#### SUPPLIED RECORDS:
*** Begin section ***

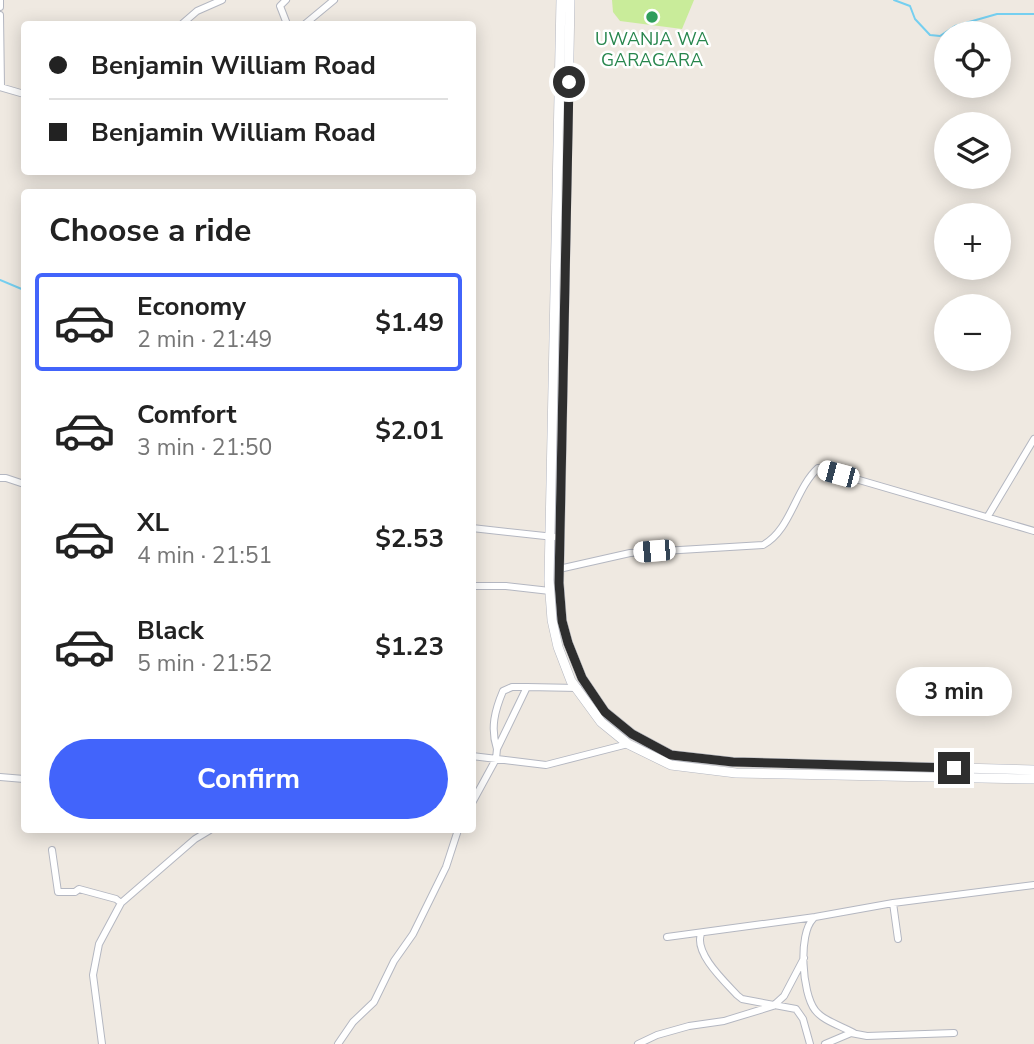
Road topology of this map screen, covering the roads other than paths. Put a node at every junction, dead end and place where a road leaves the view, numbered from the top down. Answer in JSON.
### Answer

*** End section ***
*** Begin section ***

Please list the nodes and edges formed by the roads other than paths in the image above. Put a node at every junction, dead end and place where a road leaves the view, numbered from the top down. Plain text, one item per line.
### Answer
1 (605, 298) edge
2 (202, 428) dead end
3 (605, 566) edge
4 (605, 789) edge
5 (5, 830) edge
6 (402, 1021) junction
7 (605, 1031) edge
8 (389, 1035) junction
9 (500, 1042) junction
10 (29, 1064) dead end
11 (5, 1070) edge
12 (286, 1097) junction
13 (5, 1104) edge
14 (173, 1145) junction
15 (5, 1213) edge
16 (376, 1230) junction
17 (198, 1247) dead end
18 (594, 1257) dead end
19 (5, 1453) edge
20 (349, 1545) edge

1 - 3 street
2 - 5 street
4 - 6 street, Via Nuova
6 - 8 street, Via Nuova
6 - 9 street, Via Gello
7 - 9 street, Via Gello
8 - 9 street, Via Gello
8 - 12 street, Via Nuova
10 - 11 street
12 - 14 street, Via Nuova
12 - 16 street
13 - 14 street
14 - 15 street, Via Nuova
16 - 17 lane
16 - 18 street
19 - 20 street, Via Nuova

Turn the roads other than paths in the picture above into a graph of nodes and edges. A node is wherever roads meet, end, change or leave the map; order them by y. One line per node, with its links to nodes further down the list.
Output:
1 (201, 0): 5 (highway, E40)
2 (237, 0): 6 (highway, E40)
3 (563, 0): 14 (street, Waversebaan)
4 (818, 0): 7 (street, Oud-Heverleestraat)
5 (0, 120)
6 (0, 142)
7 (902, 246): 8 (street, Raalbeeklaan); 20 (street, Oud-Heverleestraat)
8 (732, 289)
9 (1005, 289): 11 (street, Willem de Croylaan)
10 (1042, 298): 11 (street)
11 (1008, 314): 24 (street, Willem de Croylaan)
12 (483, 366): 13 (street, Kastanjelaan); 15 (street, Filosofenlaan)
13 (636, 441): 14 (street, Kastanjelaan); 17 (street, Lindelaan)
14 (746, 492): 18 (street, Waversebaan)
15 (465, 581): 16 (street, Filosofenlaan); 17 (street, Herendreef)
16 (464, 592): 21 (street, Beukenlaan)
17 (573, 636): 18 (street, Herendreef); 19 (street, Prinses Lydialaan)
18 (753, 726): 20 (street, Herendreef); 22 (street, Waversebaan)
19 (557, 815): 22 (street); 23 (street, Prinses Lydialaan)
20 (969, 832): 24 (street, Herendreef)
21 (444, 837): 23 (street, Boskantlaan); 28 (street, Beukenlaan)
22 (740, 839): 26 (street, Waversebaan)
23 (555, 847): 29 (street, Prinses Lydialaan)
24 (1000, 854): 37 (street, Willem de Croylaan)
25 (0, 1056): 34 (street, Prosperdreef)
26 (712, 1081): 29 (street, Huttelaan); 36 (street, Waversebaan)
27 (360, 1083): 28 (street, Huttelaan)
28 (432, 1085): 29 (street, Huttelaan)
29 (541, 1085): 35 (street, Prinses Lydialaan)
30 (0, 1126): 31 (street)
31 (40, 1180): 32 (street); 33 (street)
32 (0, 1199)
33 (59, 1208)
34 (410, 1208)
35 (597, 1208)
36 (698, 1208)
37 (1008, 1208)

*** End section ***
*** Begin section ***

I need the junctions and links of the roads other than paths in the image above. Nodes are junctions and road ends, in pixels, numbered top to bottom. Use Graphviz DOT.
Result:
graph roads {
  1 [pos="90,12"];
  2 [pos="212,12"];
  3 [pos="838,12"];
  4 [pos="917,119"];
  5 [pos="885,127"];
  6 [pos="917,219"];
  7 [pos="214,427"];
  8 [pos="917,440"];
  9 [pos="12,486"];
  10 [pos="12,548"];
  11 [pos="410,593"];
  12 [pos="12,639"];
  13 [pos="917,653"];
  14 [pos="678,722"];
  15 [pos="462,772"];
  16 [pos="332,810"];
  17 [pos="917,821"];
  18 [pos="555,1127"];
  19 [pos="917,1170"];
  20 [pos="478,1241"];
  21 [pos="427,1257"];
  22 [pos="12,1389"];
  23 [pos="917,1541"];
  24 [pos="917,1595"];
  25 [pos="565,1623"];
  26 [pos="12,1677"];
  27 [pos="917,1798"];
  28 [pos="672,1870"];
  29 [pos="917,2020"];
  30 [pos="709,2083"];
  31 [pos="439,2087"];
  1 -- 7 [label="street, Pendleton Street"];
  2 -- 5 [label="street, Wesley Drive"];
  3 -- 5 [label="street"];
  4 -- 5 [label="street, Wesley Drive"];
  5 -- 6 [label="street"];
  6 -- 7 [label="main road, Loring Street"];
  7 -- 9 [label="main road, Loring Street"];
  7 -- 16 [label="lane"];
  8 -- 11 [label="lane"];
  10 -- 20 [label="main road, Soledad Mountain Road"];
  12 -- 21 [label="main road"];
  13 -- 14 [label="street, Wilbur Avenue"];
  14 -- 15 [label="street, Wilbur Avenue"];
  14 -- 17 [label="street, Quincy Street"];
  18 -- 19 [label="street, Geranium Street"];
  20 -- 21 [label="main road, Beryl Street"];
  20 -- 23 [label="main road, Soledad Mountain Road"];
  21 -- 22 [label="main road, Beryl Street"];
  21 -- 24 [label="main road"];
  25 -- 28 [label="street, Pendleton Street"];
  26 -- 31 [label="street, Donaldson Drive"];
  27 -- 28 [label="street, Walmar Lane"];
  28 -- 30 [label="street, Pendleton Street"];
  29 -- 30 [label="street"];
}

*** End section ***

Return every line from the material that contains the word "view".

Road topology of this map screen, covering the roads other than paths. Put a node at every junction, dead end and place where a road leaves the view, numbered from the top down. Answer in JSON.
Please list the nodes and edges formed by the roads other than paths in the image above. Put a node at every junction, dead end and place where a road leaves the view, numbered from the top down. Plain text, one item per line.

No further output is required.